▶ [Action item]: Your reply should reproduce each line below exactly and carry none of the pictures.
=== Information shown ===
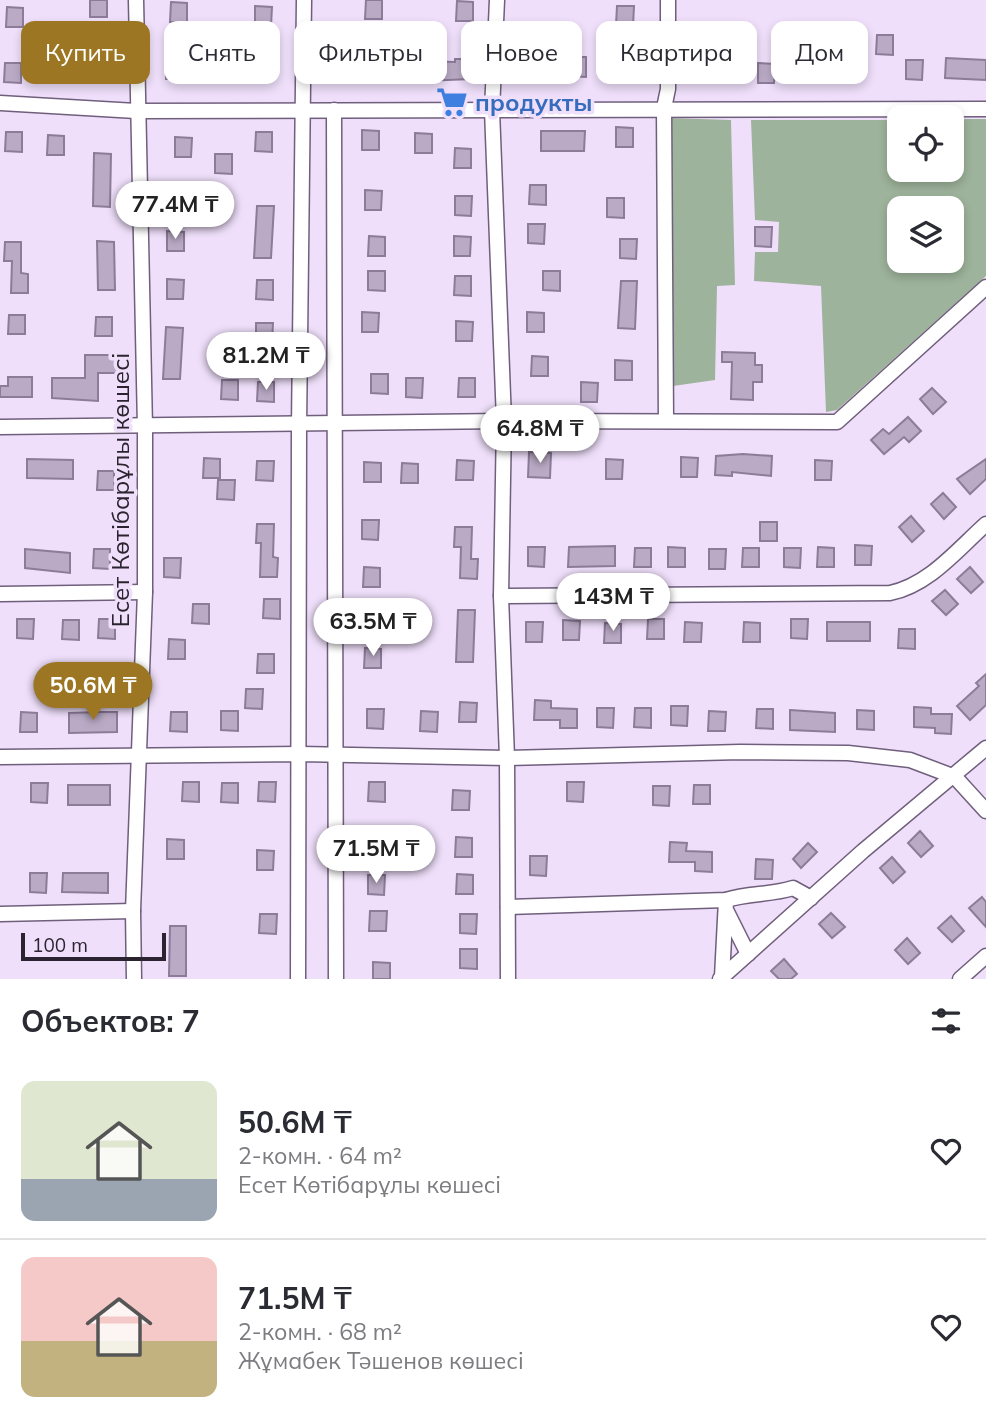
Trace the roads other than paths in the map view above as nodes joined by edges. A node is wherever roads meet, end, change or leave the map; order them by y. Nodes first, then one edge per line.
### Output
1 (136, 0) edge
2 (304, 0) edge
3 (497, 0) edge
4 (668, 0) edge
5 (0, 103) edge
6 (664, 108) junction
7 (986, 109) edge
8 (136, 110) junction
9 (303, 110) junction
10 (334, 110) junction
11 (492, 110) junction
12 (986, 286) edge
13 (503, 421) junction
14 (666, 421) junction
15 (299, 426) junction
16 (334, 426) junction
17 (0, 427) edge
18 (145, 428) junction
19 (986, 524) edge
20 (145, 592) junction
21 (0, 594) edge
22 (501, 596) junction
23 (986, 748) edge
24 (300, 754) junction
25 (335, 755) junction
26 (138, 756) junction
27 (0, 757) edge
28 (507, 758) junction
29 (955, 777) junction
30 (986, 811) edge
31 (811, 898) junction
32 (726, 905) junction
33 (508, 907) junction
34 (133, 911) junction
35 (0, 914) edge
36 (748, 954) junction
37 (986, 956) edge
38 (721, 978) edge
39 (134, 979) edge
40 (298, 979) edge
41 (336, 979) edge
42 (508, 979) edge
43 (960, 979) edge

1 - 8 street, Есет Көтібарұлы көшесі
2 - 9 street
3 - 11 street
4 - 6 street
5 - 8 street
6 - 7 street
6 - 11 street
6 - 14 street
8 - 9 street
8 - 18 street, Есет Көтібарұлы көшесі
9 - 10 street
9 - 15 street
10 - 11 street
10 - 16 street
11 - 13 street
12 - 14 street
13 - 14 street
13 - 16 street
13 - 22 street
15 - 16 street
15 - 18 street
15 - 24 street
16 - 25 street
17 - 18 street
18 - 20 street, Есет Көтібарұлы көшесі
19 - 22 street
20 - 21 street
20 - 26 street, Есет Көтібарұлы көшесі
22 - 28 street
23 - 29 street
24 - 25 street
24 - 26 street
24 - 40 street
25 - 28 street
25 - 41 street
26 - 27 street
26 - 34 street, Есет Көтібарұлы көшесі
28 - 29 street
28 - 33 street
29 - 30 street
29 - 31 street
31 - 32 street
31 - 36 street
32 - 33 street
32 - 36 street
32 - 38 street
33 - 42 street
34 - 35 street
34 - 39 street, Есет Көтібарұлы көшесі
36 - 38 street
37 - 43 street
===
▶ [Answer to this problem]:
Trace the roads other than paths in the map view above as nodes joined by edges. A node is wherever roads meet, end, change or leave the map; order them by y. Nodes first, then one edge per line.
### Output
1 (136, 0) edge
2 (304, 0) edge
3 (497, 0) edge
4 (668, 0) edge
5 (0, 103) edge
6 (664, 108) junction
7 (986, 109) edge
8 (136, 110) junction
9 (303, 110) junction
10 (334, 110) junction
11 (492, 110) junction
12 (986, 286) edge
13 (503, 421) junction
14 (666, 421) junction
15 (299, 426) junction
16 (334, 426) junction
17 (0, 427) edge
18 (145, 428) junction
19 (986, 524) edge
20 (145, 592) junction
21 (0, 594) edge
22 (501, 596) junction
23 (986, 748) edge
24 (300, 754) junction
25 (335, 755) junction
26 (138, 756) junction
27 (0, 757) edge
28 (507, 758) junction
29 (955, 777) junction
30 (986, 811) edge
31 (811, 898) junction
32 (726, 905) junction
33 (508, 907) junction
34 (133, 911) junction
35 (0, 914) edge
36 (748, 954) junction
37 (986, 956) edge
38 (721, 978) edge
39 (134, 979) edge
40 (298, 979) edge
41 (336, 979) edge
42 (508, 979) edge
43 (960, 979) edge

1 - 8 street, Есет Көтібарұлы көшесі
2 - 9 street
3 - 11 street
4 - 6 street
5 - 8 street
6 - 7 street
6 - 11 street
6 - 14 street
8 - 9 street
8 - 18 street, Есет Көтібарұлы көшесі
9 - 10 street
9 - 15 street
10 - 11 street
10 - 16 street
11 - 13 street
12 - 14 street
13 - 14 street
13 - 16 street
13 - 22 street
15 - 16 street
15 - 18 street
15 - 24 street
16 - 25 street
17 - 18 street
18 - 20 street, Есет Көтібарұлы көшесі
19 - 22 street
20 - 21 street
20 - 26 street, Есет Көтібарұлы көшесі
22 - 28 street
23 - 29 street
24 - 25 street
24 - 26 street
24 - 40 street
25 - 28 street
25 - 41 street
26 - 27 street
26 - 34 street, Есет Көтібарұлы көшесі
28 - 29 street
28 - 33 street
29 - 30 street
29 - 31 street
31 - 32 street
31 - 36 street
32 - 33 street
32 - 36 street
32 - 38 street
33 - 42 street
34 - 35 street
34 - 39 street, Есет Көтібарұлы көшесі
36 - 38 street
37 - 43 street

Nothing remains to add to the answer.